FLIGHT OF THE PHOENIX, THE(director: Robert Aldrich; screenwriters: Lukas Heller/from the novel by Elleston Trevor; cinematographer: Joseph Biroc; editor: Michael Luciano; music: De Vol; cast: James Stewart (Capt. Frank Towns), Richard Attenborough (Lew Moran), Peter Finch (Capt. Harris), Hardy Kruger (Heinrich Dorfmann), Ernest Borgnine (Trucker Cobb), Ian Bannen (‘Ratbags’ Crow), Ronald Fraser (Sgt. Watson), Christian Marquand (Dr. Renaud); Runtime: 141; MPAA Rating: NR; producer: Robert Aldrich; 20th Century Fox Home Entertainment; 1965)
“Plays against convention by raising scary questions about leadership.”
Reviewed by Dennis Schwartz
Robert Aldrich (“Hustle”/Vera Cruz”/”The Dirty Dozen”) helms this star-studded odd blend of a disaster and adventure film (shot mostly on location near Yuma, Arizona). It concerns itself with a behavioral code of honor among a group of men stranded in a desert after a plane crash and, though each has their own ideas about living life, how they must unite around one way of doing things to survive becomes the thrust of the story.

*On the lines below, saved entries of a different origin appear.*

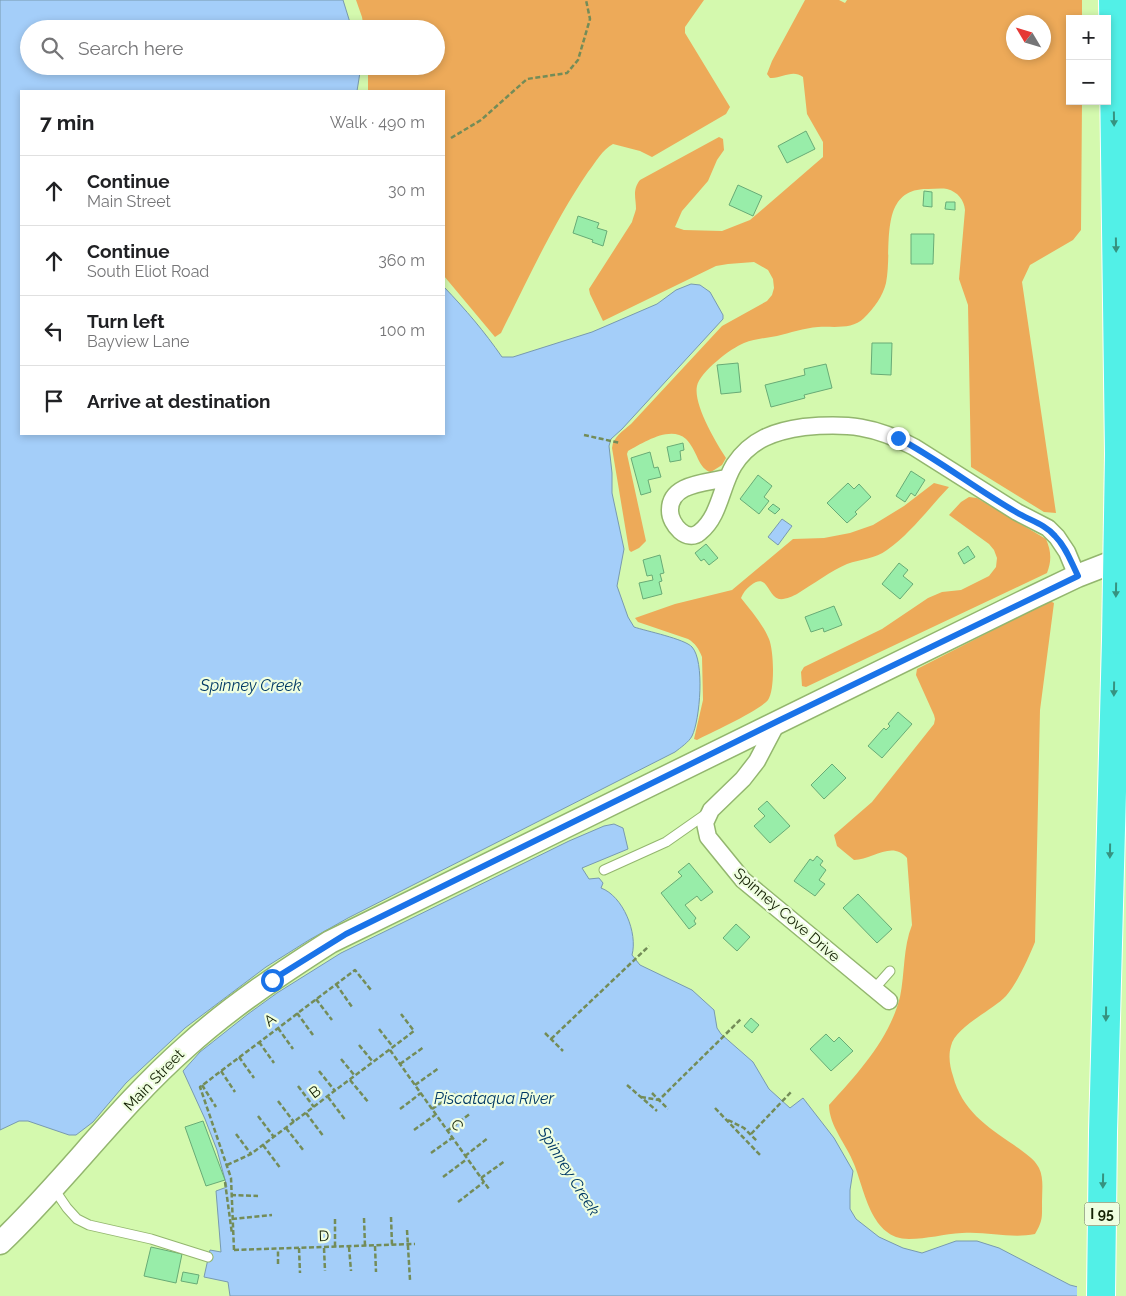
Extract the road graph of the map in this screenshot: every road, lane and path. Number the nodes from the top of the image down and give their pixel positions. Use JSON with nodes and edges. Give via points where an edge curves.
{"nodes":[{"id":1,"x":586,"y":0,"type":"edge"},
{"id":2,"x":1113,"y":0,"type":"edge"},
{"id":3,"x":451,"y":138,"type":"dead end"},
{"id":4,"x":584,"y":436,"type":"dead end"},
{"id":5,"x":620,"y":443,"type":"dead end"},
{"id":6,"x":726,"y":478,"type":"dead end"},
{"id":7,"x":1126,"y":557,"type":"edge"},
{"id":8,"x":1078,"y":576,"type":"junction"},
{"id":9,"x":778,"y":721,"type":"junction"},
{"id":10,"x":711,"y":810,"type":"junction"},
{"id":11,"x":604,"y":870,"type":"dead end"},
{"id":12,"x":649,"y":946,"type":"dead end"},
{"id":13,"x":890,"y":971,"type":"dead end"},
{"id":14,"x":336,"y":984,"type":"junction"},
{"id":15,"x":874,"y":989,"type":"junction"},
{"id":16,"x":371,"y":990,"type":"dead end"},
{"id":17,"x":316,"y":999,"type":"junction"},
{"id":18,"x":889,"y":1001,"type":"dead end"},
{"id":19,"x":352,"y":1007,"type":"dead end"},
{"id":20,"x":297,"y":1013,"type":"junction"},
{"id":21,"x":401,"y":1014,"type":"dead end"},
{"id":22,"x":742,"y":1019,"type":"dead end"},
{"id":23,"x":332,"y":1020,"type":"dead end"},
{"id":24,"x":278,"y":1028,"type":"junction"},
{"id":25,"x":379,"y":1029,"type":"dead end"},
{"id":26,"x":545,"y":1033,"type":"dead end"},
{"id":27,"x":313,"y":1035,"type":"dead end"},
{"id":28,"x":551,"y":1039,"type":"junction"},
{"id":29,"x":259,"y":1042,"type":"junction"},
{"id":30,"x":359,"y":1045,"type":"dead end"},
{"id":31,"x":393,"y":1047,"type":"junction"},
{"id":32,"x":424,"y":1047,"type":"dead end"},
{"id":33,"x":293,"y":1049,"type":"dead end"},
{"id":34,"x":390,"y":1050,"type":"junction"},
{"id":35,"x":564,"y":1051,"type":"dead end"},
{"id":36,"x":239,"y":1057,"type":"junction"},
{"id":37,"x":341,"y":1059,"type":"dead end"},
{"id":38,"x":373,"y":1062,"type":"junction"},
{"id":39,"x":274,"y":1063,"type":"dead end"},
{"id":40,"x":400,"y":1064,"type":"junction"},
{"id":41,"x":439,"y":1068,"type":"dead end"},
{"id":42,"x":221,"y":1071,"type":"junction"},
{"id":43,"x":319,"y":1071,"type":"dead end"},
{"id":44,"x":355,"y":1076,"type":"junction"},
{"id":45,"x":254,"y":1078,"type":"dead end"},
{"id":46,"x":350,"y":1080,"type":"junction"},
{"id":47,"x":415,"y":1085,"type":"junction"},
{"id":48,"x":627,"y":1085,"type":"dead end"},
{"id":49,"x":201,"y":1086,"type":"junction"},
{"id":50,"x":298,"y":1086,"type":"dead end"},
{"id":51,"x":334,"y":1091,"type":"junction"},
{"id":52,"x":792,"y":1091,"type":"dead end"},
{"id":53,"x":235,"y":1092,"type":"dead end"},
{"id":54,"x":457,"y":1092,"type":"dead end"},
{"id":55,"x":420,"y":1093,"type":"junction"},
{"id":56,"x":652,"y":1093,"type":"dead end"},
{"id":57,"x":328,"y":1097,"type":"junction"},
{"id":58,"x":641,"y":1097,"type":"junction"},
{"id":59,"x":659,"y":1100,"type":"junction"},
{"id":60,"x":278,"y":1101,"type":"dead end"},
{"id":61,"x":369,"y":1103,"type":"dead end"},
{"id":62,"x":216,"y":1106,"type":"dead end"},
{"id":63,"x":314,"y":1107,"type":"junction"},
{"id":64,"x":715,"y":1108,"type":"dead end"},
{"id":65,"x":400,"y":1109,"type":"dead end"},
{"id":66,"x":432,"y":1109,"type":"junction"},
{"id":67,"x":668,"y":1109,"type":"dead end"},
{"id":68,"x":657,"y":1111,"type":"dead end"},
{"id":69,"x":306,"y":1113,"type":"junction"},
{"id":70,"x":471,"y":1113,"type":"dead end"},
{"id":71,"x":436,"y":1114,"type":"junction"},
{"id":72,"x":258,"y":1116,"type":"dead end"},
{"id":73,"x":727,"y":1120,"type":"junction"},
{"id":74,"x":346,"y":1121,"type":"dead end"},
{"id":75,"x":294,"y":1122,"type":"junction"},
{"id":76,"x":286,"y":1128,"type":"junction"},
{"id":77,"x":414,"y":1130,"type":"dead end"},
{"id":78,"x":448,"y":1131,"type":"junction"},
{"id":79,"x":236,"y":1134,"type":"dead end"},
{"id":80,"x":750,"y":1134,"type":"junction"},
{"id":81,"x":274,"y":1137,"type":"junction"},
{"id":82,"x":324,"y":1137,"type":"dead end"},
{"id":83,"x":452,"y":1138,"type":"junction"},
{"id":84,"x":488,"y":1138,"type":"dead end"},
{"id":85,"x":757,"y":1141,"type":"dead end"},
{"id":86,"x":263,"y":1145,"type":"junction"},
{"id":87,"x":304,"y":1151,"type":"dead end"},
{"id":88,"x":431,"y":1153,"type":"dead end"},
{"id":89,"x":251,"y":1154,"type":"junction"},
{"id":90,"x":760,"y":1155,"type":"dead end"},
{"id":91,"x":466,"y":1157,"type":"junction"},
{"id":92,"x":505,"y":1161,"type":"dead end"},
{"id":93,"x":227,"y":1166,"type":"junction"},
{"id":94,"x":281,"y":1169,"type":"dead end"},
{"id":95,"x":443,"y":1177,"type":"dead end"},
{"id":96,"x":481,"y":1178,"type":"junction"},
{"id":97,"x":225,"y":1182,"type":"dead end"},
{"id":98,"x":484,"y":1182,"type":"junction"},
{"id":99,"x":54,"y":1189,"type":"junction"},
{"id":100,"x":489,"y":1189,"type":"dead end"},
{"id":101,"x":231,"y":1194,"type":"junction"},
{"id":102,"x":258,"y":1196,"type":"dead end"},
{"id":103,"x":458,"y":1202,"type":"dead end"},
{"id":104,"x":272,"y":1215,"type":"dead end"},
{"id":105,"x":391,"y":1217,"type":"dead end"},
{"id":106,"x":364,"y":1218,"type":"dead end"},
{"id":107,"x":232,"y":1219,"type":"junction"},
{"id":108,"x":335,"y":1219,"type":"dead end"},
{"id":109,"x":407,"y":1230,"type":"dead end"},
{"id":110,"x":0,"y":1243,"type":"edge"},
{"id":111,"x":415,"y":1244,"type":"dead end"},
{"id":112,"x":392,"y":1245,"type":"junction"},
{"id":113,"x":408,"y":1245,"type":"junction"},
{"id":114,"x":365,"y":1246,"type":"junction"},
{"id":115,"x":375,"y":1246,"type":"junction"},
{"id":116,"x":324,"y":1247,"type":"junction"},
{"id":117,"x":335,"y":1247,"type":"junction"},
{"id":118,"x":349,"y":1247,"type":"junction"},
{"id":119,"x":300,"y":1248,"type":"junction"},
{"id":120,"x":278,"y":1249,"type":"junction"},
{"id":121,"x":234,"y":1250,"type":"junction"},
{"id":122,"x":208,"y":1257,"type":"dead end"},
{"id":123,"x":278,"y":1264,"type":"dead end"},
{"id":124,"x":325,"y":1271,"type":"dead end"},
{"id":125,"x":351,"y":1271,"type":"dead end"},
{"id":126,"x":376,"y":1272,"type":"dead end"},
{"id":127,"x":300,"y":1273,"type":"dead end"},
{"id":128,"x":410,"y":1280,"type":"dead end"},
{"id":129,"x":1101,"y":1296,"type":"edge"}],
"edges":[{"from":1,"to":3,"type":"path","via":[[590,19],[578,60],[567,73],[527,80],[481,120]]},
{"from":2,"to":129,"type":"highway","number":"I 95","one_way":true,"bridge":true,"via":[[1119,454]]},
{"from":4,"to":5,"type":"path"},
{"from":6,"to":8,"type":"street","via":[[742,454],[761,438],[776,432],[832,424],[876,430],[914,447],[1048,528],[1067,552]]},
{"from":7,"to":8,"type":"main road","name":"Main Street"},
{"from":8,"to":9,"type":"main road","name":"Main Street"},
{"from":9,"to":10,"type":"street","via":[[748,773]]},
{"from":9,"to":99,"type":"main road","name":"Main Street","via":[[330,942],[244,1000],[185,1048],[133,1100]]},
{"from":10,"to":11,"type":"lane","via":[[654,849]]},
{"from":10,"to":15,"type":"street","name":"Spinney Cove Drive","via":[[705,823],[708,837],[743,880]]},
{"from":12,"to":28,"type":"path"},
{"from":13,"to":15,"type":"lane"},
{"from":14,"to":16,"type":"path","name":"A","via":[[355,970]]},
{"from":14,"to":17,"type":"path","name":"A"},
{"from":14,"to":19,"type":"path"},
{"from":15,"to":18,"type":"street","name":"Spinney Cove Drive"},
{"from":17,"to":20,"type":"path","name":"A"},
{"from":17,"to":23,"type":"path"},
{"from":20,"to":24,"type":"path","name":"A"},
{"from":20,"to":27,"type":"path"},
{"from":21,"to":31,"type":"path","name":"B","via":[[414,1032]]},
{"from":22,"to":59,"type":"path"},
{"from":24,"to":29,"type":"path","name":"A"},
{"from":24,"to":33,"type":"path"},
{"from":25,"to":31,"type":"path"},
{"from":26,"to":28,"type":"path"},
{"from":28,"to":35,"type":"path"},
{"from":29,"to":36,"type":"path","name":"A"},
{"from":29,"to":39,"type":"path"},
{"from":30,"to":38,"type":"path"},
{"from":31,"to":34,"type":"path","name":"B"},
{"from":32,"to":40,"type":"path"},
{"from":34,"to":38,"type":"path","name":"B"},
{"from":34,"to":40,"type":"path","name":"C"},
{"from":36,"to":42,"type":"path","name":"A"},
{"from":36,"to":45,"type":"path"},
{"from":37,"to":44,"type":"path"},
{"from":38,"to":44,"type":"path","name":"B"},
{"from":40,"to":47,"type":"path","name":"C"},
{"from":41,"to":47,"type":"path"},
{"from":42,"to":49,"type":"path","name":"A"},
{"from":42,"to":53,"type":"path"},
{"from":43,"to":51,"type":"path"},
{"from":44,"to":46,"type":"path","name":"B"},
{"from":46,"to":51,"type":"path","name":"B"},
{"from":46,"to":61,"type":"path"},
{"from":47,"to":55,"type":"path","name":"C"},
{"from":48,"to":58,"type":"path"},
{"from":49,"to":62,"type":"path"},
{"from":49,"to":93,"type":"path"},
{"from":50,"to":63,"type":"path"},
{"from":51,"to":57,"type":"path","name":"B"},
{"from":52,"to":80,"type":"path"},
{"from":54,"to":66,"type":"path"},
{"from":55,"to":65,"type":"path"},
{"from":55,"to":66,"type":"path","name":"C"},
{"from":56,"to":59,"type":"path"},
{"from":57,"to":63,"type":"path","name":"B"},
{"from":57,"to":74,"type":"path"},
{"from":58,"to":59,"type":"path"},
{"from":58,"to":68,"type":"path"},
{"from":59,"to":67,"type":"path"},
{"from":60,"to":75,"type":"path"},
{"from":63,"to":69,"type":"path","name":"B"},
{"from":64,"to":73,"type":"path"},
{"from":66,"to":71,"type":"path","name":"C"},
{"from":69,"to":75,"type":"path","name":"B"},
{"from":69,"to":82,"type":"path"},
{"from":70,"to":78,"type":"path"},
{"from":71,"to":77,"type":"path"},
{"from":71,"to":78,"type":"path","name":"C"},
{"from":72,"to":81,"type":"path"},
{"from":73,"to":80,"type":"path"},
{"from":73,"to":90,"type":"path"},
{"from":75,"to":76,"type":"path","name":"B"},
{"from":76,"to":81,"type":"path","name":"B"},
{"from":76,"to":87,"type":"path"},
{"from":78,"to":83,"type":"path","name":"C"},
{"from":79,"to":89,"type":"path"},
{"from":80,"to":85,"type":"path"},
{"from":81,"to":86,"type":"path","name":"B"},
{"from":83,"to":88,"type":"path"},
{"from":83,"to":91,"type":"path","name":"C"},
{"from":84,"to":91,"type":"path"},
{"from":86,"to":89,"type":"path","name":"B"},
{"from":86,"to":94,"type":"path"},
{"from":89,"to":93,"type":"path","name":"B"},
{"from":91,"to":95,"type":"path"},
{"from":91,"to":96,"type":"path","name":"C"},
{"from":92,"to":96,"type":"path"},
{"from":93,"to":101,"type":"path"},
{"from":96,"to":98,"type":"path","name":"C"},
{"from":97,"to":121,"type":"path"},
{"from":98,"to":100,"type":"path","name":"C"},
{"from":98,"to":103,"type":"path"},
{"from":99,"to":110,"type":"main road","name":"Main Street"},
{"from":99,"to":122,"type":"lane","via":[[77,1219],[89,1225],[151,1239]]},
{"from":101,"to":102,"type":"path"},
{"from":101,"to":107,"type":"path"},
{"from":104,"to":107,"type":"path"},
{"from":105,"to":112,"type":"path"},
{"from":106,"to":114,"type":"path"},
{"from":107,"to":121,"type":"path"},
{"from":108,"to":117,"type":"path"},
{"from":109,"to":113,"type":"path"},
{"from":111,"to":113,"type":"path","name":"D"},
{"from":112,"to":113,"type":"path","name":"D"},
{"from":112,"to":115,"type":"path","name":"D"},
{"from":113,"to":128,"type":"path"},
{"from":114,"to":115,"type":"path","name":"D"},
{"from":114,"to":118,"type":"path","name":"D"},
{"from":115,"to":126,"type":"path"},
{"from":116,"to":117,"type":"path","name":"D"},
{"from":116,"to":119,"type":"path","name":"D"},
{"from":116,"to":124,"type":"path"},
{"from":117,"to":118,"type":"path","name":"D"},
{"from":118,"to":125,"type":"path"},
{"from":119,"to":120,"type":"path","name":"D"},
{"from":119,"to":127,"type":"path"},
{"from":120,"to":121,"type":"path","name":"D"},
{"from":120,"to":123,"type":"path"}]}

This theme of who lives and who dies, that being wrong is not a moral deficiency and how the individual acts in a group, are familiar ones in Aldrich films and here are given further scrutiny. Lukas Heller puts together a devilish screenplay, that plays against convention by raising scary questions about leadership that strays from the usual heroics seen in Hollywood. It’s based on the novel by Elleston Trevor.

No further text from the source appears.